Find the string "Bellestar" in the entries and copy each line that has it.
AVAILABLE RECORDS below:
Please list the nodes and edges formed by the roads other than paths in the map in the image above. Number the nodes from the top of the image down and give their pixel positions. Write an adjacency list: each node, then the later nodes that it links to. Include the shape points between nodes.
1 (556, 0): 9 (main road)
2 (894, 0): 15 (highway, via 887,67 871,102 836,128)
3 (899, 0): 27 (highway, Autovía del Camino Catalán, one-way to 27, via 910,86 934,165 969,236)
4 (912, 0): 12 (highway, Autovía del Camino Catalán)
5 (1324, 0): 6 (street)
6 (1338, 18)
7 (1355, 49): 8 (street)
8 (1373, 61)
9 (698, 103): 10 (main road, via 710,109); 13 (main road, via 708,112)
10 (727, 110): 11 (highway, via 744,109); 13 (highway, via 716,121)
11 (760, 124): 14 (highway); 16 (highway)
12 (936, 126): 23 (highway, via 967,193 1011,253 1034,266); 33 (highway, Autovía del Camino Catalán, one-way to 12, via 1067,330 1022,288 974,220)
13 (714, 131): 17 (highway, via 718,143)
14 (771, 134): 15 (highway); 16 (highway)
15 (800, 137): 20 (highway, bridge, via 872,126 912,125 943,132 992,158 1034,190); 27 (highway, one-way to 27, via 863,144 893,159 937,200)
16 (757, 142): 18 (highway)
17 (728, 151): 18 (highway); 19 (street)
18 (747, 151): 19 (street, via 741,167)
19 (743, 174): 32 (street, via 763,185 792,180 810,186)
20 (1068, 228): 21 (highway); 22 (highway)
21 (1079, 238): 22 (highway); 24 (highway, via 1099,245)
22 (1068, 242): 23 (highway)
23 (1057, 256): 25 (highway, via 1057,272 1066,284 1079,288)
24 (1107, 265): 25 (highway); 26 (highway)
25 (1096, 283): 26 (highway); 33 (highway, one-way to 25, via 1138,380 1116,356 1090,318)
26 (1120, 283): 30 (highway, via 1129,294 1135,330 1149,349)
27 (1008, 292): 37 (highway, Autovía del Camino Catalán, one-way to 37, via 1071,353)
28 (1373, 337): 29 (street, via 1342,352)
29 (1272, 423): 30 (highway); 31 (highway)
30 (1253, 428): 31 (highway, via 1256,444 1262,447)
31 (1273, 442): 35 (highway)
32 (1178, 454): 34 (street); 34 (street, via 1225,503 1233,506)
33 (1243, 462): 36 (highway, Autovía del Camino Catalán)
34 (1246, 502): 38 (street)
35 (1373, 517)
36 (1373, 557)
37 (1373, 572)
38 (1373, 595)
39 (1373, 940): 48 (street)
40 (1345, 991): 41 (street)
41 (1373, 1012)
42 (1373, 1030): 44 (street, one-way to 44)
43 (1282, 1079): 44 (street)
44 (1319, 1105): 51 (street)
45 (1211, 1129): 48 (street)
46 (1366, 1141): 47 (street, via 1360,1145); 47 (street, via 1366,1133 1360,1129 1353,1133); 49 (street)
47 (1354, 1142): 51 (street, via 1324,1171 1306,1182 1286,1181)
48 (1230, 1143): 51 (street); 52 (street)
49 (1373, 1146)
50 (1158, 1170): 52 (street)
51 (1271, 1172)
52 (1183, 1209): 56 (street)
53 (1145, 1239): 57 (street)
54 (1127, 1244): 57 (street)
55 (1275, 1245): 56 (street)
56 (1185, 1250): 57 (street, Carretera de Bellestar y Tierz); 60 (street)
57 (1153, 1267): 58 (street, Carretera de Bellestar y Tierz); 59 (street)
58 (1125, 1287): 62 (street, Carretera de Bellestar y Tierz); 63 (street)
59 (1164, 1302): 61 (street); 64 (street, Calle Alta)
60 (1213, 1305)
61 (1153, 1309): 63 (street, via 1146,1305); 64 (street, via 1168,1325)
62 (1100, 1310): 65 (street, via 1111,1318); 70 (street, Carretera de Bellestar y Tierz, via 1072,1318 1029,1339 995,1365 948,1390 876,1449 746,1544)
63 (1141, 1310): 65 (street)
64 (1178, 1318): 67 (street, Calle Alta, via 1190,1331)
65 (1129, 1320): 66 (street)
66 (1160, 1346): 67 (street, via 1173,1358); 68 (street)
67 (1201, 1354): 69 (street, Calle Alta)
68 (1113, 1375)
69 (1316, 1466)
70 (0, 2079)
End of AVAILABLE RECORDS.
- _TASK SOLUTION_:
56 (1185, 1250): 57 (street, Carretera de Bellestar y Tierz); 60 (street)
57 (1153, 1267): 58 (street, Carretera de Bellestar y Tierz); 59 (street)
58 (1125, 1287): 62 (street, Carretera de Bellestar y Tierz); 63 (street)
62 (1100, 1310): 65 (street, via 1111,1318); 70 (street, Carretera de Bellestar y Tierz, via 1072,1318 1029,1339 995,1365 948,1390 876,1449 746,1544)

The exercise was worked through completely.